==== MATERIAL FOR THE TASK
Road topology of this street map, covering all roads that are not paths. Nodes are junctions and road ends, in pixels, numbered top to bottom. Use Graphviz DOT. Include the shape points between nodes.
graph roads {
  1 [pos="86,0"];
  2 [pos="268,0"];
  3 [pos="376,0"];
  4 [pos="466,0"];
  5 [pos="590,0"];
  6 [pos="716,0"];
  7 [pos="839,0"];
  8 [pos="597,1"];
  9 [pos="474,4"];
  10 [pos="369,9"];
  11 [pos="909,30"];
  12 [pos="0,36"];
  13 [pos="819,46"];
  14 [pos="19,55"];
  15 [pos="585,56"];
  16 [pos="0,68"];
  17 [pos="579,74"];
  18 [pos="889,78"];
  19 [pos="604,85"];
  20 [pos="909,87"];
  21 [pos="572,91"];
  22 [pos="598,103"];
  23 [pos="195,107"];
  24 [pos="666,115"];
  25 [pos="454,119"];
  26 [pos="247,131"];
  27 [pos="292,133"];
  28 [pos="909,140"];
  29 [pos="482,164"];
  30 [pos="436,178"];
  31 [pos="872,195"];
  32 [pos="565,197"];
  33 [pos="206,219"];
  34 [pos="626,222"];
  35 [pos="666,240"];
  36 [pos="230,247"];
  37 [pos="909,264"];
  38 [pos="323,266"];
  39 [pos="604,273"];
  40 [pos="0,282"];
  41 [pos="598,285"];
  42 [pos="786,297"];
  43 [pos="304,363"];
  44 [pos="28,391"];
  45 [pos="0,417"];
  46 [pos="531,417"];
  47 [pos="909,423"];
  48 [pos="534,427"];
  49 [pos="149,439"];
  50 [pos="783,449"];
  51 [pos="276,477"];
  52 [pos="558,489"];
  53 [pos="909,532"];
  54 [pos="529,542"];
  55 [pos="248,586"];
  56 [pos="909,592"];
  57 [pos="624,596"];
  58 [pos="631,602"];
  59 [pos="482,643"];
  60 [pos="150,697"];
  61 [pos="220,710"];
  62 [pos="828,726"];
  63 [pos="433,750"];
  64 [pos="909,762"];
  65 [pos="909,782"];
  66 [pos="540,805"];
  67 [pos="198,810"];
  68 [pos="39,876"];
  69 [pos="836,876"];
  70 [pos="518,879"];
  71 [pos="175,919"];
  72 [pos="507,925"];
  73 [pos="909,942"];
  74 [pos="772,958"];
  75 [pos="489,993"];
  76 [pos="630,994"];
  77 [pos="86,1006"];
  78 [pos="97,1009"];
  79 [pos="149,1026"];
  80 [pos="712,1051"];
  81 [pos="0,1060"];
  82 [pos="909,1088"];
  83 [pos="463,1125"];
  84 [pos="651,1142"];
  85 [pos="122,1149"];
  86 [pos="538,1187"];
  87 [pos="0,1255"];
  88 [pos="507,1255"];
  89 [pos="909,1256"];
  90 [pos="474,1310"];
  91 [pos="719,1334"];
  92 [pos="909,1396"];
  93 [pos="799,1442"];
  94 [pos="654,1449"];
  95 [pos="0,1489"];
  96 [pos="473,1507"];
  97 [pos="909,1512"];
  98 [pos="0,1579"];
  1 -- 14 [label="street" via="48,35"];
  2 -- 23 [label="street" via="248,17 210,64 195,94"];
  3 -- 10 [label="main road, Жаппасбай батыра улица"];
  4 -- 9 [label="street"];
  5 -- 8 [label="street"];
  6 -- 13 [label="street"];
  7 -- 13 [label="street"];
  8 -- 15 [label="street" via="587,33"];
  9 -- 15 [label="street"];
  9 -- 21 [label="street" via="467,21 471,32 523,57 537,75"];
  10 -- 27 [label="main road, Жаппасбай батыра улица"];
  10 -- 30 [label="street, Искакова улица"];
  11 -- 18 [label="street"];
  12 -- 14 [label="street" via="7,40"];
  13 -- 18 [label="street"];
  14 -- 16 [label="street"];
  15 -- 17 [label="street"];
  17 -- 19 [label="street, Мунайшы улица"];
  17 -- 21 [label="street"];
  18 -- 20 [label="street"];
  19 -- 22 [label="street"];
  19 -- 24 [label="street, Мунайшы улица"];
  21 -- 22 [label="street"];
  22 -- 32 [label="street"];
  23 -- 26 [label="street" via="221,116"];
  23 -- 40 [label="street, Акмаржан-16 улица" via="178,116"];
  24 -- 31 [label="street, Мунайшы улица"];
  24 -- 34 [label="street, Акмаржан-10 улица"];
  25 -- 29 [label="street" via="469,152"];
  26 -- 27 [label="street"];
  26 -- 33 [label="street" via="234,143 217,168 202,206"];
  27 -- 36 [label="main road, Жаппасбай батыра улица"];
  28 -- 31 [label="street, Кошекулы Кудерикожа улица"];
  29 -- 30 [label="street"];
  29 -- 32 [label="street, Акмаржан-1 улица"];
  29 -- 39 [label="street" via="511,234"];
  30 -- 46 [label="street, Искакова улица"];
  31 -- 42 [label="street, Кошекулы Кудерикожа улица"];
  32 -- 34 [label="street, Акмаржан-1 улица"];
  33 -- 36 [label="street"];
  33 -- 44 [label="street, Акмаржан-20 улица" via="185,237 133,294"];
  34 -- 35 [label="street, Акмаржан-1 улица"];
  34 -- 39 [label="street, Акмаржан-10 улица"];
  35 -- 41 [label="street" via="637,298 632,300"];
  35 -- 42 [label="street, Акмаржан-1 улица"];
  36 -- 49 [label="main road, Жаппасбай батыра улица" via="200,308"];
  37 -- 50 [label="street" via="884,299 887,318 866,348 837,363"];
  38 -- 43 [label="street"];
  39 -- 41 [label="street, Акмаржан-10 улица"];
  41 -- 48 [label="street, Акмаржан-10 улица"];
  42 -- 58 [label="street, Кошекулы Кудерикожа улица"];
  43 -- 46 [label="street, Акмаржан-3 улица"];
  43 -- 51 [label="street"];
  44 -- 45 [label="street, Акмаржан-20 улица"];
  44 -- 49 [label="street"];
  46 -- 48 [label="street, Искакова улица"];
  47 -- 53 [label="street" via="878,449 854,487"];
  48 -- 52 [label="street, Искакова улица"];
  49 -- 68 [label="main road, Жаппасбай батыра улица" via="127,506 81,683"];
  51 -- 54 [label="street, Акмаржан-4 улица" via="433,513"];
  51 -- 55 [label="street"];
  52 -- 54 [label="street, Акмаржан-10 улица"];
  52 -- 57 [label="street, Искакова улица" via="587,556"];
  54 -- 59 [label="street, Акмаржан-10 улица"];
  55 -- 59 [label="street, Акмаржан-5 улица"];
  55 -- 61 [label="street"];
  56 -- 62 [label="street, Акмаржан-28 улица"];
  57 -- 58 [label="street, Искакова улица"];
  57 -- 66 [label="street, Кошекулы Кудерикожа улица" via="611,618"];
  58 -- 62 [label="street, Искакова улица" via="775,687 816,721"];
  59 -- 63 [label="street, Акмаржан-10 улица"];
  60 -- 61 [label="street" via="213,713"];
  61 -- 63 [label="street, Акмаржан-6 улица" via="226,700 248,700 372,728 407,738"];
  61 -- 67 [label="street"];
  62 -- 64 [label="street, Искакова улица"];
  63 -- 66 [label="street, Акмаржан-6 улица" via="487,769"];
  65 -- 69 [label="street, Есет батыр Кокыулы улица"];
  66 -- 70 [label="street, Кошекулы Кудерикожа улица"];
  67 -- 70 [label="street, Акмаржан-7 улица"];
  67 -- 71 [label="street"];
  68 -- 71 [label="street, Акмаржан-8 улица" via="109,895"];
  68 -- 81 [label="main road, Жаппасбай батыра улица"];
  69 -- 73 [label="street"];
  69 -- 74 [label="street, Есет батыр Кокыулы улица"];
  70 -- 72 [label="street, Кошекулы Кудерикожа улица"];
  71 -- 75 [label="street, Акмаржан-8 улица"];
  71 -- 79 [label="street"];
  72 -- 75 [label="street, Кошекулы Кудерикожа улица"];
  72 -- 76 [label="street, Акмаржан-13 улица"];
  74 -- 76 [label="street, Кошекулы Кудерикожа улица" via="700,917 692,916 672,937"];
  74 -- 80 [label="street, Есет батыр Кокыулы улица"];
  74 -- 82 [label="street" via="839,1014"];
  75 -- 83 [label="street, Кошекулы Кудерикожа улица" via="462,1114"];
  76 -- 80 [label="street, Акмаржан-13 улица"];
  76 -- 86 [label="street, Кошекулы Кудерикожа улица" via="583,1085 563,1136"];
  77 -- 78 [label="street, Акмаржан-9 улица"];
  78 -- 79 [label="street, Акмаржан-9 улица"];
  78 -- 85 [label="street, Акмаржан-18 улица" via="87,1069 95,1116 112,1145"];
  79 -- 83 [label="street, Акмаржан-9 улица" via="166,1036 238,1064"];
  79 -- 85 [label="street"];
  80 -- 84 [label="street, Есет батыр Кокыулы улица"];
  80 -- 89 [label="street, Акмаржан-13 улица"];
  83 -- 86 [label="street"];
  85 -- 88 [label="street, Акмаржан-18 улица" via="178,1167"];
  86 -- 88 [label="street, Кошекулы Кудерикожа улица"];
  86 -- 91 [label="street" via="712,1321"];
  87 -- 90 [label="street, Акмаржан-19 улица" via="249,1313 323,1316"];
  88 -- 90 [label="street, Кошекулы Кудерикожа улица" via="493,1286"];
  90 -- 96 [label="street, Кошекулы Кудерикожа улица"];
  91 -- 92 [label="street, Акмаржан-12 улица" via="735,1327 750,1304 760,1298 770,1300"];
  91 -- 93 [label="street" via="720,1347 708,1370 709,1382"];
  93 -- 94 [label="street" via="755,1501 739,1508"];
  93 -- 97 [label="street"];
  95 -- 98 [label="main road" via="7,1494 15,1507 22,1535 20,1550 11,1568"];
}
========
| EXERCISE DETAILS |
Return all lines from the material that contain "Мунайшы".

| ANSWER SPACE |
  17 -- 19 [label="street, Мунайшы улица"];
  19 -- 24 [label="street, Мунайшы улица"];
  24 -- 31 [label="street, Мунайшы улица"];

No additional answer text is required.